Christopher Lameter May 29, 2018, 1:58 p.m. UTC | #3
On Sat, 26 May 2018, Vladimir Davydov wrote:

> > The reference counting is only implemented for root kmem_caches for
> > simplicity. The reference of a root kmem_cache is elevated on sharing or
> > while its memcg kmem_cache creation or deactivation request is in the
> > fly and thus it is made sure that the root kmem_cache is not destroyed
> > in the middle.

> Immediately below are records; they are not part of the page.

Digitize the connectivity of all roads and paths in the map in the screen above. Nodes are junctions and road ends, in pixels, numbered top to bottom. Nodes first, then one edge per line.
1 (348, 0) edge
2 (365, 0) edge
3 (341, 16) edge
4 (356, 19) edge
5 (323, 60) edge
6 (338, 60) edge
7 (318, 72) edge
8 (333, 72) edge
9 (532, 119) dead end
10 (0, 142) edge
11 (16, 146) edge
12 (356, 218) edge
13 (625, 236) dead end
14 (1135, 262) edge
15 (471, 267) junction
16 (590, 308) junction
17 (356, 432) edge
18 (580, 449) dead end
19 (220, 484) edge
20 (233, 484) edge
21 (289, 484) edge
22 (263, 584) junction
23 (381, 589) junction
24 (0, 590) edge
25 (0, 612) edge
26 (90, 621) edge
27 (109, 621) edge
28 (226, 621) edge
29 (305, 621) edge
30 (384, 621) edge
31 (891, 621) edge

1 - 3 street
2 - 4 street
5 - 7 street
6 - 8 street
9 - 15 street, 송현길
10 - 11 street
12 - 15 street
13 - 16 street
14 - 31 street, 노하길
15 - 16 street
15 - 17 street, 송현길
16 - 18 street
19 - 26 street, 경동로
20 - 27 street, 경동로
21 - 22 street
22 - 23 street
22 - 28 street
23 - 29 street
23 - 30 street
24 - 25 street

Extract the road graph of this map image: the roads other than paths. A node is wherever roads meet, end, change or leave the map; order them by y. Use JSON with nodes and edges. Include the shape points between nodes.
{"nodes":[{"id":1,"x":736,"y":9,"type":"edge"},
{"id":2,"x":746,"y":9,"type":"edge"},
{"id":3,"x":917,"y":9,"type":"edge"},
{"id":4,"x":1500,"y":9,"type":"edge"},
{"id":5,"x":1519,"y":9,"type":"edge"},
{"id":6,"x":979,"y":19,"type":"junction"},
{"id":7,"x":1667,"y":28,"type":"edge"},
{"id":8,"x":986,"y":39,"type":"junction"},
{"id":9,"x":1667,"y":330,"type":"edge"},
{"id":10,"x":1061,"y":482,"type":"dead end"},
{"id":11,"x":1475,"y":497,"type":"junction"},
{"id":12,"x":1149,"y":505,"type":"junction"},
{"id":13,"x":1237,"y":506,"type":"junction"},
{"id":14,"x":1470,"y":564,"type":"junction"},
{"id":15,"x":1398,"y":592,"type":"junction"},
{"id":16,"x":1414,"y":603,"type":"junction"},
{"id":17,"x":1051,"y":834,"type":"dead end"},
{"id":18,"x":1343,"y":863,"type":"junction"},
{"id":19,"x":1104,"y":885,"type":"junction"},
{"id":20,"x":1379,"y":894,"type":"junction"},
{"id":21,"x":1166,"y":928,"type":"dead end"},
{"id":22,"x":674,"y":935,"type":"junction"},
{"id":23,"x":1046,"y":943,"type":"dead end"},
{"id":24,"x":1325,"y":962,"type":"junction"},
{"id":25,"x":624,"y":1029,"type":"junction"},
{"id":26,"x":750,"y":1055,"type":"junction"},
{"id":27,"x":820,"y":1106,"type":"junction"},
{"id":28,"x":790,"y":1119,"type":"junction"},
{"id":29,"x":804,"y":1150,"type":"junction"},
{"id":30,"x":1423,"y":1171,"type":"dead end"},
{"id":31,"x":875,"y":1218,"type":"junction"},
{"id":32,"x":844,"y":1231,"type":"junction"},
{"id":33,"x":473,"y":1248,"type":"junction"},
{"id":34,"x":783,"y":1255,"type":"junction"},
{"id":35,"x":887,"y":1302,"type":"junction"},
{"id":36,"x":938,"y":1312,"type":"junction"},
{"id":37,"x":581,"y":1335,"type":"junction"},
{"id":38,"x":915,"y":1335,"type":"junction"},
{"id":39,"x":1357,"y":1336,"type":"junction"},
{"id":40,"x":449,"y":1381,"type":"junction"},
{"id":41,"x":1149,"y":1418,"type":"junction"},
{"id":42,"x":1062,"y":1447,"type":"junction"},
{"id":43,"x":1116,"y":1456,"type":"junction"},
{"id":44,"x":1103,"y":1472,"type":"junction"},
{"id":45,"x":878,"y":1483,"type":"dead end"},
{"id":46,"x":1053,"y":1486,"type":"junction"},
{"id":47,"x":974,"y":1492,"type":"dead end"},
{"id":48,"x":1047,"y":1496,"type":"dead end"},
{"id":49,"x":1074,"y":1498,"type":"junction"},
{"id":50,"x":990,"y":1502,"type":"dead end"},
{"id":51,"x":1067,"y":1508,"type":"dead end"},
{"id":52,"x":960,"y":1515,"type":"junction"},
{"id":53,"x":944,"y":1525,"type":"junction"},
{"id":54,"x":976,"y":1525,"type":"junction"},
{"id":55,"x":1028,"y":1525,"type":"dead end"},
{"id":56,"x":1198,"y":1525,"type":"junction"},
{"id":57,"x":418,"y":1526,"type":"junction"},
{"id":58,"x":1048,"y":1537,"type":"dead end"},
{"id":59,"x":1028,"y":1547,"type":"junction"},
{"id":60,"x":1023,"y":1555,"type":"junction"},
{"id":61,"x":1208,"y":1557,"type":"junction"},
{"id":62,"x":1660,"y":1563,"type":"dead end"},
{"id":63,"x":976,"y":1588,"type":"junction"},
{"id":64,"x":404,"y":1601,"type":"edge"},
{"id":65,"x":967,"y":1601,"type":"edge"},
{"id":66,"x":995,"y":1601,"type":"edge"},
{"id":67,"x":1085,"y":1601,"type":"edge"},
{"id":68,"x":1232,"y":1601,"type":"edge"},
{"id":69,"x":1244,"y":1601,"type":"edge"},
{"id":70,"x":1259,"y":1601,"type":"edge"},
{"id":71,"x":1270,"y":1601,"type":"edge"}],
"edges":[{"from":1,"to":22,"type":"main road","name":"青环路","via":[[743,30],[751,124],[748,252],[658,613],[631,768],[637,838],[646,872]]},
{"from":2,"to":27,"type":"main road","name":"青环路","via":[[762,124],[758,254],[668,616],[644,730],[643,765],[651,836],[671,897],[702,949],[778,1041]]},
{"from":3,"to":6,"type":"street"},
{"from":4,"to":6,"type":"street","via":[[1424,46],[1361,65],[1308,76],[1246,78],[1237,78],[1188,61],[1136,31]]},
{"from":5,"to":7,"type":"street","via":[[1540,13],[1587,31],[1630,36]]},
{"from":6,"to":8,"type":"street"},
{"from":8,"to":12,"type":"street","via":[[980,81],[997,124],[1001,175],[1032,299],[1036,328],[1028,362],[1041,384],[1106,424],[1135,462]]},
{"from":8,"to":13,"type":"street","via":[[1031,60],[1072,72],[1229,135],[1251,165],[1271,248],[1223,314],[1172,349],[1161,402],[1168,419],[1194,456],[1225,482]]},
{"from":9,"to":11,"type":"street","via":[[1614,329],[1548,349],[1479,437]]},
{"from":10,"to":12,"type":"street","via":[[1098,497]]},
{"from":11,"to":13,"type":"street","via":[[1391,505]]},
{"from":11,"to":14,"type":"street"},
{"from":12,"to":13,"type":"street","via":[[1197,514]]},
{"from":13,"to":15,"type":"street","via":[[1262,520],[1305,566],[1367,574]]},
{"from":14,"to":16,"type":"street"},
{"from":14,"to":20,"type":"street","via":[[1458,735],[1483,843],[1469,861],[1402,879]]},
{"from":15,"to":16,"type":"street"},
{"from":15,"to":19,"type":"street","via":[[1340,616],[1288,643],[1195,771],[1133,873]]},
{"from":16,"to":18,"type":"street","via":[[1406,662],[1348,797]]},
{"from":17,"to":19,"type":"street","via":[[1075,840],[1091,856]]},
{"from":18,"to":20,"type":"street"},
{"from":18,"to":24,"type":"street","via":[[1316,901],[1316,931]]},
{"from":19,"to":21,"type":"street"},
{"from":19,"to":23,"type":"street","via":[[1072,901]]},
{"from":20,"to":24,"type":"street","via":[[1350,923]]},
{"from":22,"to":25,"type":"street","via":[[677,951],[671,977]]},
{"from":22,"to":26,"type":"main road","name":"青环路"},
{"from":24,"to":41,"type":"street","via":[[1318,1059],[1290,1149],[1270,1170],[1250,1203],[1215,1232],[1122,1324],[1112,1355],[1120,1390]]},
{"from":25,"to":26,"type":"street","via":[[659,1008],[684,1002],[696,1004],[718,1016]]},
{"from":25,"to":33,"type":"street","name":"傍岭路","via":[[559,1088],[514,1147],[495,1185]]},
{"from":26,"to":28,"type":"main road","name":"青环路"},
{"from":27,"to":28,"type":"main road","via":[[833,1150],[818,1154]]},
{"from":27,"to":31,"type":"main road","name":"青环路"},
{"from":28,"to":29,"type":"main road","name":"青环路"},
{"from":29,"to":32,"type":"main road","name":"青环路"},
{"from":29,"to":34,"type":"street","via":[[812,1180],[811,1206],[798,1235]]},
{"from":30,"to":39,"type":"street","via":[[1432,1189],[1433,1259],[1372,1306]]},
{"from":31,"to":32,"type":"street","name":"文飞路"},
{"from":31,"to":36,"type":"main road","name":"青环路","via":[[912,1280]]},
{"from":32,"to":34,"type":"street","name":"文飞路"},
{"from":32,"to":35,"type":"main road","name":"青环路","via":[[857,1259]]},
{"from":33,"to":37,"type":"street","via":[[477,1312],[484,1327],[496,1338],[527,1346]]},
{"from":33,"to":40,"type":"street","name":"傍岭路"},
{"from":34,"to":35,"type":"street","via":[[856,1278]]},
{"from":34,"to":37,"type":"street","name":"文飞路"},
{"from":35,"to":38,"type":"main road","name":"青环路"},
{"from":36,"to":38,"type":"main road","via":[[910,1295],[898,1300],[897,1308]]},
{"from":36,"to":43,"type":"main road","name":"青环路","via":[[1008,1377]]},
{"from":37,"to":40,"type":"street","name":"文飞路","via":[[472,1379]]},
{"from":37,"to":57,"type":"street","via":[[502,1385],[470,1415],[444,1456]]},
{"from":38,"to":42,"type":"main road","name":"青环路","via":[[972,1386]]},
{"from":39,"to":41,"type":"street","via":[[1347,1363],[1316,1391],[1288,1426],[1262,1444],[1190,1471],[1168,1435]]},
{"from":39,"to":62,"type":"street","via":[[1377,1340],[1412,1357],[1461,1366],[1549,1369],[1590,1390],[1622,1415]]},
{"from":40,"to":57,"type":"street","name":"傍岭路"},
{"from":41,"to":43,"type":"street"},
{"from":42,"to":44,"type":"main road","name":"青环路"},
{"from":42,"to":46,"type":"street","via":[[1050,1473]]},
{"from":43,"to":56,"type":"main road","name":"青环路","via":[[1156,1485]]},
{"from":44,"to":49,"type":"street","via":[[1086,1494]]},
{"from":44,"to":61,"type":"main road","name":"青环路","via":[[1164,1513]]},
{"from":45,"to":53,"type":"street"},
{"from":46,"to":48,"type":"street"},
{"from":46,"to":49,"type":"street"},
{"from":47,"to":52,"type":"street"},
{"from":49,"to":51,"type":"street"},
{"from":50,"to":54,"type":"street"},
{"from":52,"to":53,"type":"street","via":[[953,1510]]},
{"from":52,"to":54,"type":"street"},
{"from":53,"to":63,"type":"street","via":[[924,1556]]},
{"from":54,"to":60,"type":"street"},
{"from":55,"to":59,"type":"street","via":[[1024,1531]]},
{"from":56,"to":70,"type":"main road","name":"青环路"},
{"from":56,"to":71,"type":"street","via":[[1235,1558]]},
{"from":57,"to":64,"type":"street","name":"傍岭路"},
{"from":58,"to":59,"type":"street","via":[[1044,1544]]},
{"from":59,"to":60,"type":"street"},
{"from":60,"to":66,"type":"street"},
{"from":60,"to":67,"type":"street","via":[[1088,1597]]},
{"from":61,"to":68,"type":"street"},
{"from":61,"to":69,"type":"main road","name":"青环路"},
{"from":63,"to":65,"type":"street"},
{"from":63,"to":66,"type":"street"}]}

As the reference of kmem_cache is elevated on sharing,
> > the 'shared_count' does not need any locking protection as at worst it
> > can be out-dated for a small window which is tolerable.
>
> I wonder if we could fix this problem without introducing reference
> counting for kmem caches (which seems a bit of an overkill to me TBO),
> e.g. by flushing memcg_kmem_cache_wq before root cache destruction?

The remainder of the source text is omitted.